>>

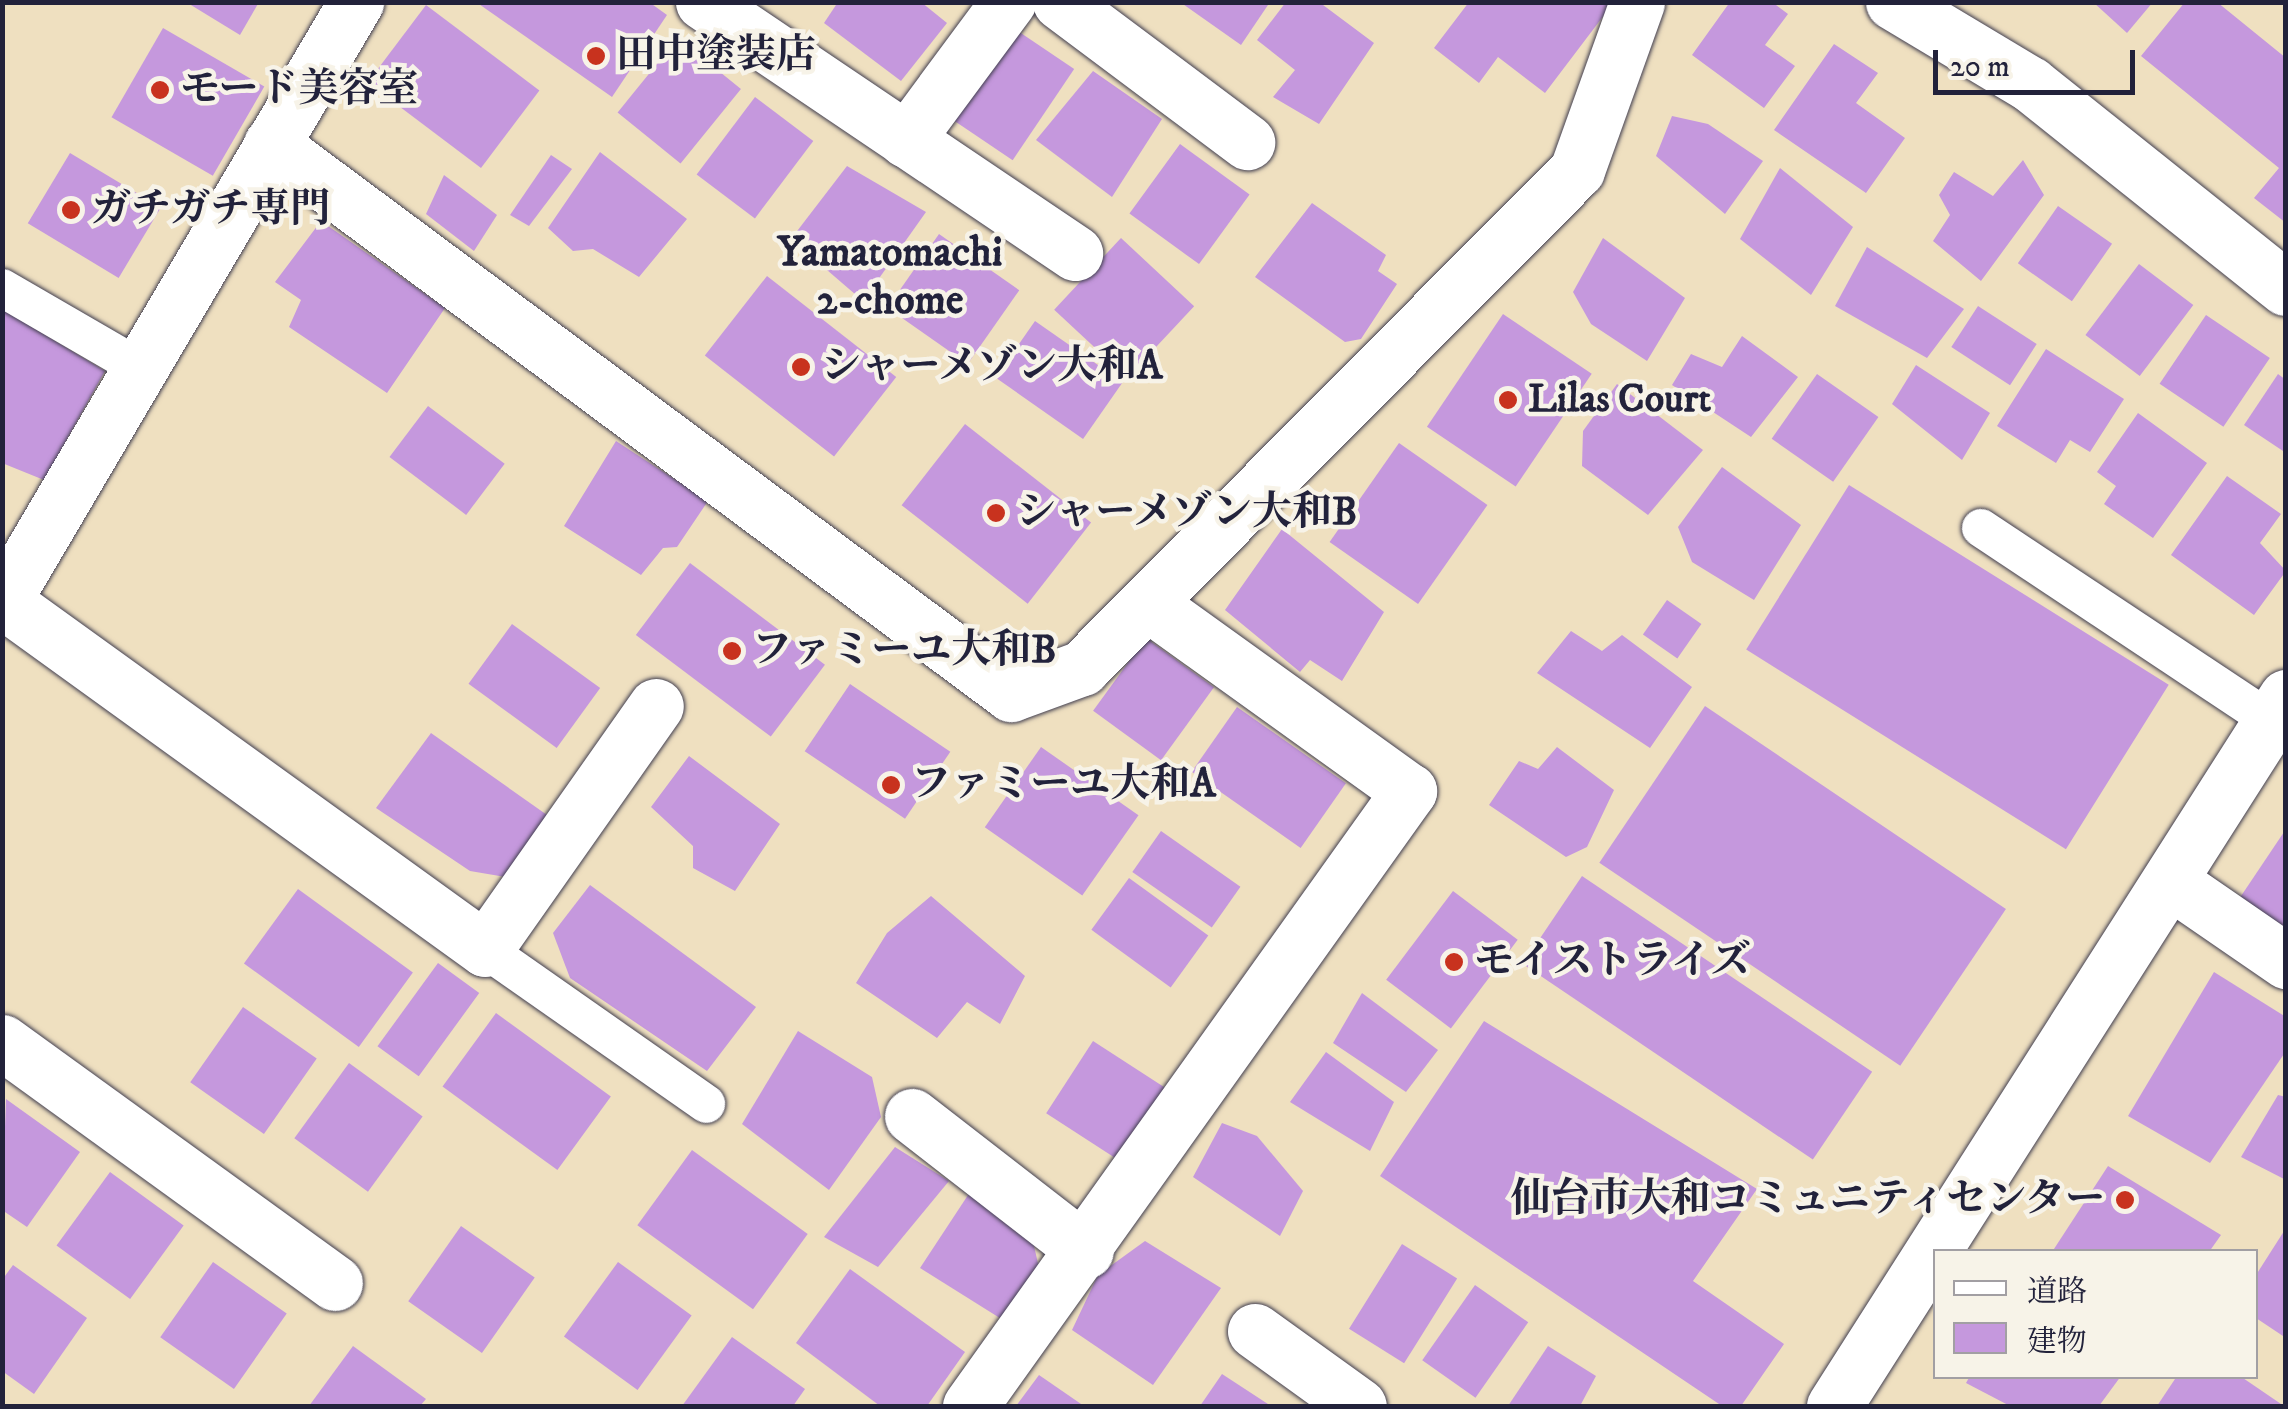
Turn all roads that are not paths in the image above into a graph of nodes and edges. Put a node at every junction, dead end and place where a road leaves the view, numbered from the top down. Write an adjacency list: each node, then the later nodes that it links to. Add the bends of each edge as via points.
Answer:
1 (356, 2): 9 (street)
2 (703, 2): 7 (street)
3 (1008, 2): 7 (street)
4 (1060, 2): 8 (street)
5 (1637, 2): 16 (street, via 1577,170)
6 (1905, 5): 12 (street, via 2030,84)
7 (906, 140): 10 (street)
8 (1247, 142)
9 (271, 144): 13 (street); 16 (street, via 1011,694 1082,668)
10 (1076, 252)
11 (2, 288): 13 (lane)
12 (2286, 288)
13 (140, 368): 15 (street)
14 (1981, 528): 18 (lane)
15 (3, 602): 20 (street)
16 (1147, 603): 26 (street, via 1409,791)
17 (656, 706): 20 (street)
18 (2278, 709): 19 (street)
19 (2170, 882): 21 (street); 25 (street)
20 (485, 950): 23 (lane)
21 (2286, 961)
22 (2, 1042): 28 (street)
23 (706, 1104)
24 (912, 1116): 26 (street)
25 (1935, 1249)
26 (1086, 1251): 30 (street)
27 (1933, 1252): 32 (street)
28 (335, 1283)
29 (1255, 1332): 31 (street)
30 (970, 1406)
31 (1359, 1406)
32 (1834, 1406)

<<
>>

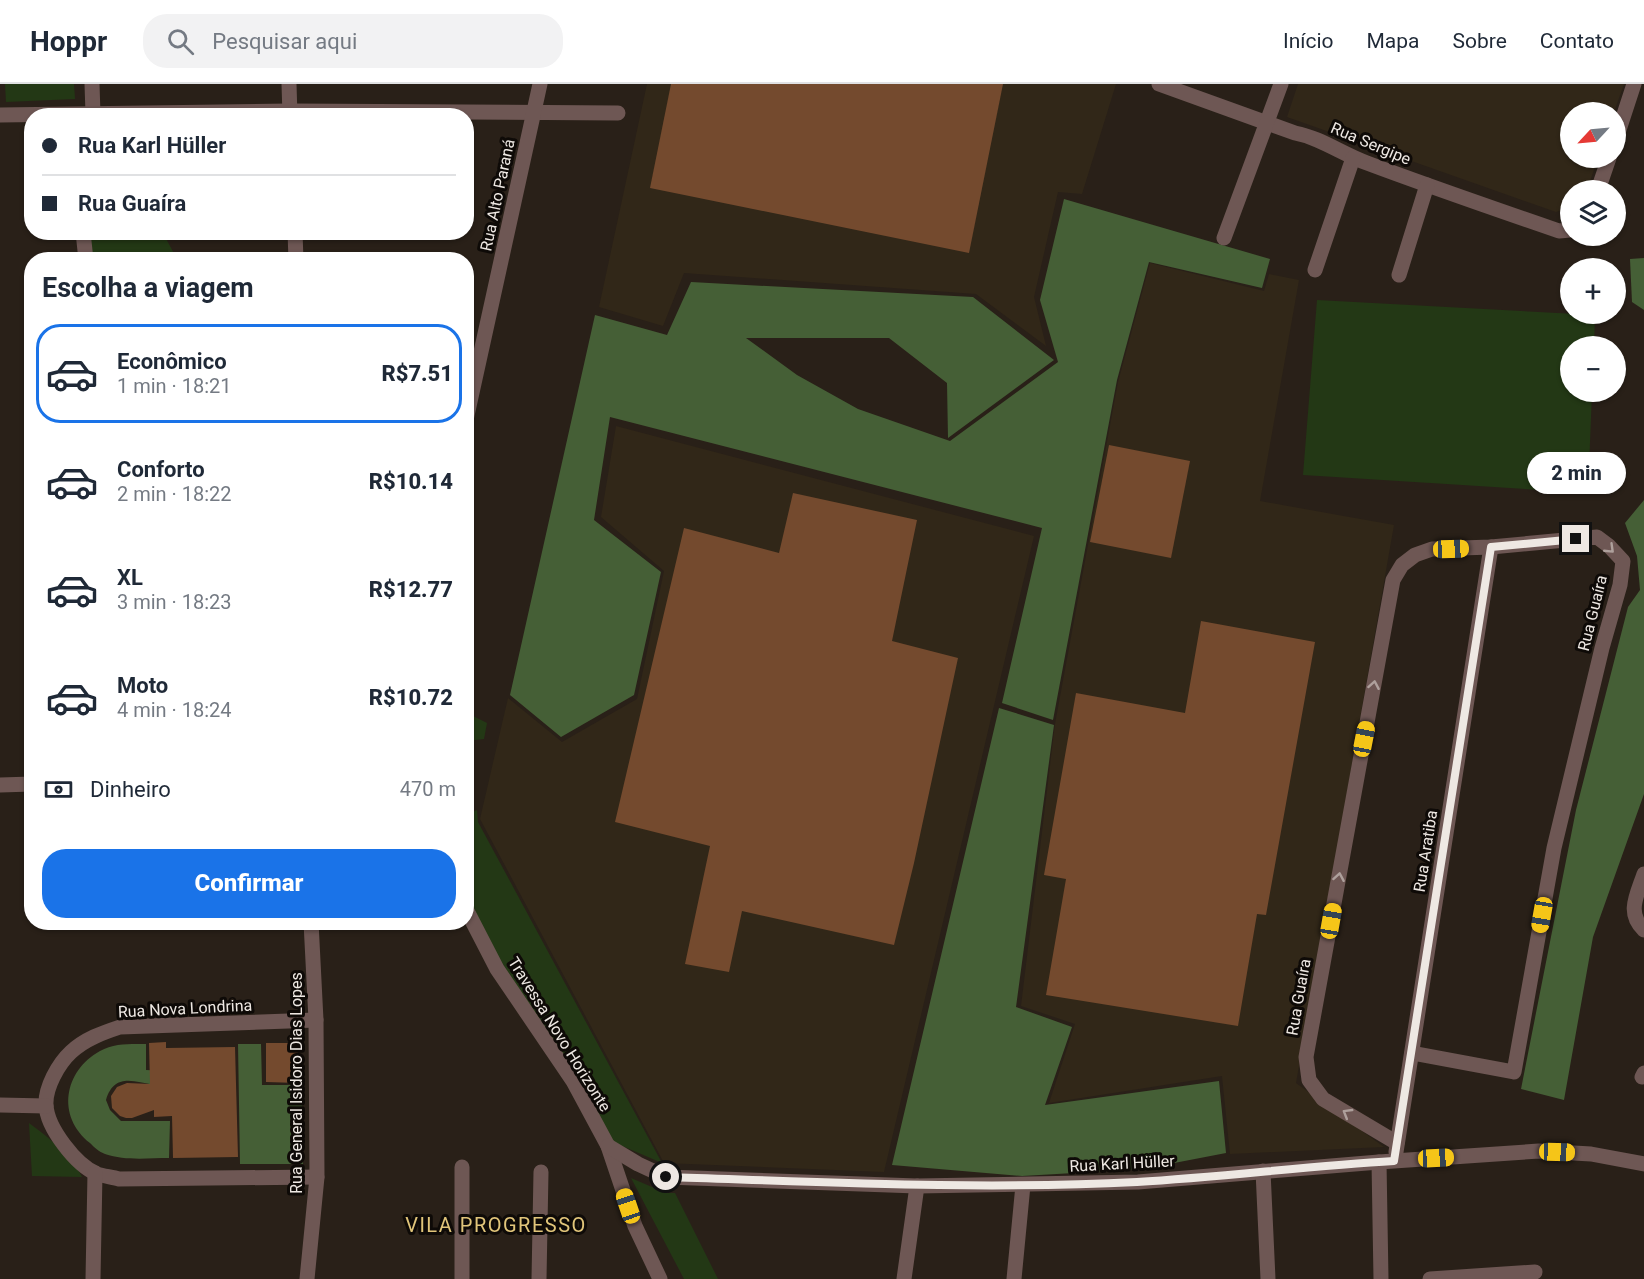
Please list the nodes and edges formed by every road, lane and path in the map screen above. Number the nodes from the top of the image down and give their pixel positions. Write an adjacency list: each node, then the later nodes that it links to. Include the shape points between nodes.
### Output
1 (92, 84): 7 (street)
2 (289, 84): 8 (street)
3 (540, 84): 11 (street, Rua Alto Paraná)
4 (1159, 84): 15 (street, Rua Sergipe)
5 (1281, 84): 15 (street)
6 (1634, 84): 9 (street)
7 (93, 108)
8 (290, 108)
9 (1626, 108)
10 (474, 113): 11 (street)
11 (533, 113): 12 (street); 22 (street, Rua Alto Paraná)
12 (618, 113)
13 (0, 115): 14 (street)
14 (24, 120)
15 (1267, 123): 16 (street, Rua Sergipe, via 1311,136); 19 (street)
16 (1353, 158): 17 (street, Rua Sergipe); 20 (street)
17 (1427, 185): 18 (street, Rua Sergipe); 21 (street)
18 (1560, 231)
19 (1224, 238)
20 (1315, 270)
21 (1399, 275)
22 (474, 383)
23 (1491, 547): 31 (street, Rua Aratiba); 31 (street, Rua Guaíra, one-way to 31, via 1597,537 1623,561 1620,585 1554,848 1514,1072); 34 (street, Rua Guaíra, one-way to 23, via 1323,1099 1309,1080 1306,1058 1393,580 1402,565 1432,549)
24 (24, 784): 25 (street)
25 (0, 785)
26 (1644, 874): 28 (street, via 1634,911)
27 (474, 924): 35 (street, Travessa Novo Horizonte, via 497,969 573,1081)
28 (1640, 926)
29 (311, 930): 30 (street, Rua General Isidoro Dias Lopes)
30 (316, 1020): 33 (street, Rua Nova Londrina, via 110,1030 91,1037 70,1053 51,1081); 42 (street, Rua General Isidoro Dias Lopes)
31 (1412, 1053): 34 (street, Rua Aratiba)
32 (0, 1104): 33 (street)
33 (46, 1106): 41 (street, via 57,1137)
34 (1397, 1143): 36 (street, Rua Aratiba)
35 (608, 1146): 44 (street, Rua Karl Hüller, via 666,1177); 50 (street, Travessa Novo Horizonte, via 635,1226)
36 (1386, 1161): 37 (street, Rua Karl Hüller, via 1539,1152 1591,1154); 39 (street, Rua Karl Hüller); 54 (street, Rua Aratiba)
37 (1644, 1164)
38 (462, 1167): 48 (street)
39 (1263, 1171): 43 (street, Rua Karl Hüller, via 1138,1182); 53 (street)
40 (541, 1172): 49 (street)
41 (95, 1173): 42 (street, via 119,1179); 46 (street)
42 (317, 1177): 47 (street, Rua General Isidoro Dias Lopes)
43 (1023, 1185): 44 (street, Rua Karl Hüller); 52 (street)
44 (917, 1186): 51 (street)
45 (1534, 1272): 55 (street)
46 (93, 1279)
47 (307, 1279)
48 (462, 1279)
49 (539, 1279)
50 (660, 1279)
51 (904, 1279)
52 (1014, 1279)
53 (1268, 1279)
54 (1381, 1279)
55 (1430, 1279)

<<

* _Work to complete_
A line qualifies when it holds the word "links"; report all qualifying lines from the records above.

* _Task output_
Turn all roads that are not paths in the image above into a graph of nodes and edges. Put a node at every junction, dead end and place where a road leaves the view, numbered from the top down. Write an adjacency list: each node, then the later nodes that it links to. Add the bends of each edge as via points.
Please list the nodes and edges formed by every road, lane and path in the map screen above. Number the nodes from the top of the image down and give their pixel positions. Write an adjacency list: each node, then the later nodes that it links to. Include the shape points between nodes.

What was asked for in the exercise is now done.